In Mississippi, where public schools continue to struggle, the House of Representatives has raised teacher pay on average by $4,000, starting in 2020. However, the final approval reduced the increase to $1,500 in the first year of the raise. It is now up to the Governor to approve or veto the raise for the state’s public school teachers.
In Jackson Free Press, author Ashton Pittman outlines the situation at hand: “Mississippi ranks near the bottom for teacher pay nationally, and the legislature consistently underfunds education. That has led to an exodus of teachers from the state, creating a growing teacher-shortage crisis.” Undoubtedly this is a significant issue and it surely is hurting Mississippi’s children. But what if there was a different approach?
Is the root of the problem really that teachers are overworked, underappreciated, and underpaid? If you were to ask those in the profession, many would say they believe this to be true. However, if you look more closely, the problem with teacher pay is not a matter of compensation at all, but a matter of underemployment.

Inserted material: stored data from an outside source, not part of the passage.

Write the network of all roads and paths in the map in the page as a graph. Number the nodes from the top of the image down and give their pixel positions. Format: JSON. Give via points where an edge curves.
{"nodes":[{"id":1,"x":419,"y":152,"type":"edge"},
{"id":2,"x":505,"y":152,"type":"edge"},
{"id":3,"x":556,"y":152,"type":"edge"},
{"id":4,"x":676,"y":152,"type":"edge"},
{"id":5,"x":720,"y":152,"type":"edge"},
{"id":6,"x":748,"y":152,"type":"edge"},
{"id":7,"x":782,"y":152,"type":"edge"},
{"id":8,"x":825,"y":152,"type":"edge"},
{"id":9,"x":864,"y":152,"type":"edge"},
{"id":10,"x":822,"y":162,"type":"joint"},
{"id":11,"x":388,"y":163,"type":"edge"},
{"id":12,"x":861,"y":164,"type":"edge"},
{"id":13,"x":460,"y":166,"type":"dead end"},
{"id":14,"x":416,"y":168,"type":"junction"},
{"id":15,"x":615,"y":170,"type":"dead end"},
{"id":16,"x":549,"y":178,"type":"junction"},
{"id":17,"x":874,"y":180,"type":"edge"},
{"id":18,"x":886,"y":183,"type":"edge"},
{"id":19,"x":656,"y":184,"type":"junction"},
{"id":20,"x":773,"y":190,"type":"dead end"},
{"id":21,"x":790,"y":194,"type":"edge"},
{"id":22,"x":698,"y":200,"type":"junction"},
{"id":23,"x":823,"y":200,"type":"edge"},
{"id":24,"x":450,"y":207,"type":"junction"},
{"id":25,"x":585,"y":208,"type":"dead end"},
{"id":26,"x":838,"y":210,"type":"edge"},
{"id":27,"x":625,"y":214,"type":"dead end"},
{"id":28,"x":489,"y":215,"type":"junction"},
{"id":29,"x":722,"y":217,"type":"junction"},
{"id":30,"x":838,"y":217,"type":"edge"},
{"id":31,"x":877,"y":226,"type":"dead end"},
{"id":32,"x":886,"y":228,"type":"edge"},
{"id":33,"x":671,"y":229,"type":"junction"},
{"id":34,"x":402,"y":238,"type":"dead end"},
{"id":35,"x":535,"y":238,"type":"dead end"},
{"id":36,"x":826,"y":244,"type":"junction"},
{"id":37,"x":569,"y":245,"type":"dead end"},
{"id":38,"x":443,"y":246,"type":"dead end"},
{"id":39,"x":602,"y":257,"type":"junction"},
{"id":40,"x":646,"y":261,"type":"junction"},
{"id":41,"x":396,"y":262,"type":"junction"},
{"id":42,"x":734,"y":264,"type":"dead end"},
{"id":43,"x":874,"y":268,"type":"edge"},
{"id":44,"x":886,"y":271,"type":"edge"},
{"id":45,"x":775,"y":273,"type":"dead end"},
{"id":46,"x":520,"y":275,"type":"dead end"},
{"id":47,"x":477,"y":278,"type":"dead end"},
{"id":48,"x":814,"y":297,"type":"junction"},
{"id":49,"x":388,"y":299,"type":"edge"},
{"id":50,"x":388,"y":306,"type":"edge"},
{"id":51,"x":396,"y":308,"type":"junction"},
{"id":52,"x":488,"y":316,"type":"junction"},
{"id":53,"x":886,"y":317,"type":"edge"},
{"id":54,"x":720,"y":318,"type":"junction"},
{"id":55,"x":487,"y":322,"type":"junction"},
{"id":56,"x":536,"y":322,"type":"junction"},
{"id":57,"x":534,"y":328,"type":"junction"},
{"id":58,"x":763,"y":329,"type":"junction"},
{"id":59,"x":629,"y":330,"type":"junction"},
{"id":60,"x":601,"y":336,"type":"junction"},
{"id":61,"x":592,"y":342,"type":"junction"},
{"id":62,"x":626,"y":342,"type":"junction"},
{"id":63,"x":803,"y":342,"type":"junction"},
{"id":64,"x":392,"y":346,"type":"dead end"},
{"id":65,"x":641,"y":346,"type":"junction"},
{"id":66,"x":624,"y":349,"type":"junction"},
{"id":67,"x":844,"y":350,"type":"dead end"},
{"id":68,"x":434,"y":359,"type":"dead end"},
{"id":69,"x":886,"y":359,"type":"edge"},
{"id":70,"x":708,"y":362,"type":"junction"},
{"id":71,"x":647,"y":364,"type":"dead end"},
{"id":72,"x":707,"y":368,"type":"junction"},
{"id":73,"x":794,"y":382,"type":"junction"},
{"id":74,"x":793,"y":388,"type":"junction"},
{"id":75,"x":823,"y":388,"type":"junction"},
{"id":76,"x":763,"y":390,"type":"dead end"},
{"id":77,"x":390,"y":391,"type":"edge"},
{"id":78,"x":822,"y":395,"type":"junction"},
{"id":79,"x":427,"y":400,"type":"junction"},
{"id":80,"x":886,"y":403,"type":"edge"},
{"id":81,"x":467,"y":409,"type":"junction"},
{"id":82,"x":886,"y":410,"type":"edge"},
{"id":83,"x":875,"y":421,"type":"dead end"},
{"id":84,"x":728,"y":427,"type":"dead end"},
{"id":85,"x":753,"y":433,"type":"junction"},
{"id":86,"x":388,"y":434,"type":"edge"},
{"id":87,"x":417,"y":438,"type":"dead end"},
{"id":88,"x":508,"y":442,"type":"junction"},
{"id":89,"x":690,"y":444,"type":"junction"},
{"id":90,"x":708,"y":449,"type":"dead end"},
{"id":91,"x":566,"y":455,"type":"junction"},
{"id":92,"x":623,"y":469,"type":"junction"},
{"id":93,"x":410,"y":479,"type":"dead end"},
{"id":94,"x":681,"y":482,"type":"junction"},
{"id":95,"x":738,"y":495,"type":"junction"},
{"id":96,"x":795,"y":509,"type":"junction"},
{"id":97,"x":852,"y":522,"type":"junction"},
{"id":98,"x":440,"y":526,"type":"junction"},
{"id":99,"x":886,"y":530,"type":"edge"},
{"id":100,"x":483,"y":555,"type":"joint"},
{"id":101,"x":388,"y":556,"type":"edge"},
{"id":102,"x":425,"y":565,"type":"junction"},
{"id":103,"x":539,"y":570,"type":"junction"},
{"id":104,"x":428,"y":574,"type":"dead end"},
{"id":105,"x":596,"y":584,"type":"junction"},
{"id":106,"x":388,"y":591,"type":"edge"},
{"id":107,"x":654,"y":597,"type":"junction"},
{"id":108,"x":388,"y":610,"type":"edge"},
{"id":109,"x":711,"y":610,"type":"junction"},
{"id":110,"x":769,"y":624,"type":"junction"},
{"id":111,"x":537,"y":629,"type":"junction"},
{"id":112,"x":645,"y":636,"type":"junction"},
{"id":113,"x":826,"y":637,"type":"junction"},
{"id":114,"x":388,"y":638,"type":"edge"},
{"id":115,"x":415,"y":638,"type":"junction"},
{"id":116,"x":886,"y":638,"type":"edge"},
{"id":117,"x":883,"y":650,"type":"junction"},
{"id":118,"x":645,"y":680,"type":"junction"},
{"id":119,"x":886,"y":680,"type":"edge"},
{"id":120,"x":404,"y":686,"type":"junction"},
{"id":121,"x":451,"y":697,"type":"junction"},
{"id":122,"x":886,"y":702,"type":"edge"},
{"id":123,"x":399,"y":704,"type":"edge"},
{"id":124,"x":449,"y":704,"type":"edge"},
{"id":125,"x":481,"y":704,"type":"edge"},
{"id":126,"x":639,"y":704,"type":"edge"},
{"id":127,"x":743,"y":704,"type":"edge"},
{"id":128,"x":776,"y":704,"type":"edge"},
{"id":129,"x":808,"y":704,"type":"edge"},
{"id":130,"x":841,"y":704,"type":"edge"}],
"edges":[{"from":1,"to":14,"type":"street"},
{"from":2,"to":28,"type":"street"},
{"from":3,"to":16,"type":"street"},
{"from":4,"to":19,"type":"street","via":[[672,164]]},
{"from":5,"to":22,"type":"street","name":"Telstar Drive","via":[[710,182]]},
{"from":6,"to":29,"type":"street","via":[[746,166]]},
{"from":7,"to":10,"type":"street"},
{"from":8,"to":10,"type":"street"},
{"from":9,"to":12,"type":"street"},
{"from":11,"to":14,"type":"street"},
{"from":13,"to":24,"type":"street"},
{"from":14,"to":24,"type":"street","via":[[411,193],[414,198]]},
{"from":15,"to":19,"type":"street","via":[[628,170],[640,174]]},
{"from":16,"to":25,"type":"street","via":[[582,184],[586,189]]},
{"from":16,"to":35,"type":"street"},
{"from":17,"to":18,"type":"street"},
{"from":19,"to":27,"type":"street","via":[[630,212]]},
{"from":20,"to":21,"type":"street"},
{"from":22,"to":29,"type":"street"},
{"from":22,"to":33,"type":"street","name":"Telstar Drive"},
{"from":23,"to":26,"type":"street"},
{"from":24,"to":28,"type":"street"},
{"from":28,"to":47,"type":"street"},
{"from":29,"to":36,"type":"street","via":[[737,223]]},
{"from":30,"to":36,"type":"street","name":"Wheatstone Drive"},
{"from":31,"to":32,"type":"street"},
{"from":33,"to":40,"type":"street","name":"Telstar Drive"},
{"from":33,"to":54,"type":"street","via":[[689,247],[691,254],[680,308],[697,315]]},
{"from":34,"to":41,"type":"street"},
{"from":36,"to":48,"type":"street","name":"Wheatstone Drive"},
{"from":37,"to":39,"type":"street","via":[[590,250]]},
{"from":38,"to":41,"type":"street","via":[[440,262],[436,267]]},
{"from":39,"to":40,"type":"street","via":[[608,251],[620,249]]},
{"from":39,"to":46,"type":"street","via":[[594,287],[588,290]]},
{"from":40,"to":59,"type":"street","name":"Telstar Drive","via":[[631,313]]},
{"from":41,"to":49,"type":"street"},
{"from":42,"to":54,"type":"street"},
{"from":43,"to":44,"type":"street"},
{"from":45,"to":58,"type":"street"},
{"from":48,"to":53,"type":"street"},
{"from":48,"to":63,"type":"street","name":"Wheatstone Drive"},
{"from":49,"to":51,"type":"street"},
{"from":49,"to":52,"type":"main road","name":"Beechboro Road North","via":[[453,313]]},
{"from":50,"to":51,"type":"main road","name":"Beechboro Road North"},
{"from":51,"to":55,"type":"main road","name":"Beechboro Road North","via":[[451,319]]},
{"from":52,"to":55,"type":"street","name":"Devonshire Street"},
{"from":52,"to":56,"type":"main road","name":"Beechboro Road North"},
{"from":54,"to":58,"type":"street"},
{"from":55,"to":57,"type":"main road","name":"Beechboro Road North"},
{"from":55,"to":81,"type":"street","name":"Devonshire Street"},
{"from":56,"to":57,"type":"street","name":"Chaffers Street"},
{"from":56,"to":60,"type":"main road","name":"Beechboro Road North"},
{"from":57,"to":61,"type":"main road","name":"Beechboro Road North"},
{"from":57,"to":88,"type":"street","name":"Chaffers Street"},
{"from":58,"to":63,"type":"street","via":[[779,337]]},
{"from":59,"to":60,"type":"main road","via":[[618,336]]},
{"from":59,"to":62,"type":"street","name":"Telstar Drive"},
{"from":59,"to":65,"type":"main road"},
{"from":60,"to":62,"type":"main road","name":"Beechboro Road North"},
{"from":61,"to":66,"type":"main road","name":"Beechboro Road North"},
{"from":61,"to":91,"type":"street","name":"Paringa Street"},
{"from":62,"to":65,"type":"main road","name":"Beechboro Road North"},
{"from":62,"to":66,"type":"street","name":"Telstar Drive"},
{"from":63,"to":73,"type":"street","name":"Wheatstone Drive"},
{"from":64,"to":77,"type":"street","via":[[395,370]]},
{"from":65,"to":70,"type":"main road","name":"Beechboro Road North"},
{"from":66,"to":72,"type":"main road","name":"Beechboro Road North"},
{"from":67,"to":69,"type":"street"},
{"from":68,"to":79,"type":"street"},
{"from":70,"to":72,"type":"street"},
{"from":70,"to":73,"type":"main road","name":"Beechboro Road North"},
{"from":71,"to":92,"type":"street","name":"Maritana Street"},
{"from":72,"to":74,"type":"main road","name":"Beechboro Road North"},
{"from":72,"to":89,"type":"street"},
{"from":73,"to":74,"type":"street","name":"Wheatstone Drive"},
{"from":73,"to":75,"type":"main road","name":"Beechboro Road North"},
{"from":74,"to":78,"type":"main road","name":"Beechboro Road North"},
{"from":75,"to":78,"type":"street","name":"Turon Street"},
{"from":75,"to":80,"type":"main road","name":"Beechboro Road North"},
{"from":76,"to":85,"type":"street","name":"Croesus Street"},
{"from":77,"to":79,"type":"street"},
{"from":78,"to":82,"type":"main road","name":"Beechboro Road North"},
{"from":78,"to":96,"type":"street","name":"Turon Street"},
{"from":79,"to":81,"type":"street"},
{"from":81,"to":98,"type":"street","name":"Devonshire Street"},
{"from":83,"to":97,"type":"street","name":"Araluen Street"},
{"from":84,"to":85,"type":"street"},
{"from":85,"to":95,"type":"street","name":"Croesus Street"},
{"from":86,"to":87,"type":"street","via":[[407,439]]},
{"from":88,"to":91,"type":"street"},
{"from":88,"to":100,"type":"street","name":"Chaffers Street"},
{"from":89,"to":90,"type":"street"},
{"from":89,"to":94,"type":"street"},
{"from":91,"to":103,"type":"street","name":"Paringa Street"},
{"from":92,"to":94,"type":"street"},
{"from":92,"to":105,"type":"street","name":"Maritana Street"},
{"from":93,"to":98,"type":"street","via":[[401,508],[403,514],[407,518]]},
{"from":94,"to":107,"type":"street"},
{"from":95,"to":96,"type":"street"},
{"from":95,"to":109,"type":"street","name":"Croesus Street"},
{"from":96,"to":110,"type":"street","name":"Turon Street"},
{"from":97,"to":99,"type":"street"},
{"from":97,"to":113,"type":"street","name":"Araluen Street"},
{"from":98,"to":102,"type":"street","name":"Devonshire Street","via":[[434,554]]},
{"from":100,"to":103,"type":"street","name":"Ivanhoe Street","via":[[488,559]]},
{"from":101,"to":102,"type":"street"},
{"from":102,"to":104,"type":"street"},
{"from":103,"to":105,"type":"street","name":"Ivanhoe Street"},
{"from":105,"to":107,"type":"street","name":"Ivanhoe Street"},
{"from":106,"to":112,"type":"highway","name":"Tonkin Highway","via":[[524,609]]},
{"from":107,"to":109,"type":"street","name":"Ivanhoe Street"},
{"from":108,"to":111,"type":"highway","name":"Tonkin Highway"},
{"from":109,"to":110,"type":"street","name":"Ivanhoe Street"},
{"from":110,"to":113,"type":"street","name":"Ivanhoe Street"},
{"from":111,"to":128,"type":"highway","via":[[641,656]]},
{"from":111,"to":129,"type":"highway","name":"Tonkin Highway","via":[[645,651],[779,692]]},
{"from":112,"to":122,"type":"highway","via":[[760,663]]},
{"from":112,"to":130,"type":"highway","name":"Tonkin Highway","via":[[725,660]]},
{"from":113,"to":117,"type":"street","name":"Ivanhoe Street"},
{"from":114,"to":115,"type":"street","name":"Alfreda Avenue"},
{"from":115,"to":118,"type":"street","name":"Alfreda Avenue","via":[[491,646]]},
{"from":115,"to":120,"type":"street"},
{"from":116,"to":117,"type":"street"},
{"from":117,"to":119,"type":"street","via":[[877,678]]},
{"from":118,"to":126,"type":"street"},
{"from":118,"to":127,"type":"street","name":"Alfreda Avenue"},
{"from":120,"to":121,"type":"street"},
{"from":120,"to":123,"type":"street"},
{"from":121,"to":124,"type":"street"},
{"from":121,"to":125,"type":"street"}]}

Discovery Institute Senior Fellow Don Nielsen’s example from his book Every School illustrates the issue. He states “The average teacher in most states is paid a very attractive hourly wage. For example, average teacher pay in Seattle is $77,239 for a ten-month work year. That is low for the annual compensation of a trained professional. However, that same teacher is actually making $58.51 an hour, plus a generous package of benefits that few private-sector employers can match. Teachers in Seattle are employed for 1,320 hours per year, regardless of how many hours they might actually work. If that teacher were employed for a standard year of 2,080 hours, at the same hourly rate, their annual salary would be $121,710, a very competitive salary for a college graduate.”
This analysis clearly shows that what we have is an employment problem, not a compensation problem. The way for teachers to make more money is to work more hours in the year.
However, even with more work and greater compensation, another major problem exists with the current educational system. Mediocrity prevails over excellence. The current system pays more to teachers based on seniority or college credits or degrees than from a teacher’s proven effectiveness to educate children.
As Nielsen states “teachers should be paid based on their ability, not on their years of service.” Teachers whose students learn under their instruction should be paid more than teachers who fail to educate children successfully. In fact, an ineffective teacher should not be permitted to continue in the classroom, wasting students’ precious learning time.
A career ladder is one mechanism to ensure good teachers are rewarded for teaching performance, as well as providing clarity, structure, and direction for the profession. As Nielsen explains, “A career ladder would include job titles corresponding to levels such as Apprentice Teacher, Teacher, Senior Teacher and Master Teacher. A teacher would be promoted to the next level only after a certain number of years and a series of positive evaluations. Such a program would reward performance, and would give teachers the opportunity to increase their income while remaining in the profession. Teachers who did not get promoted beyond an apprentice level after a few years would be invited to leave the profession.”
Changing the way we select, train, and compensate our teachers is a big part of the system change necessary in educating all of our children. Teaching is one of the most important professions but the current system discourages our best and brightest from entering the profession, which in turn deprives our children.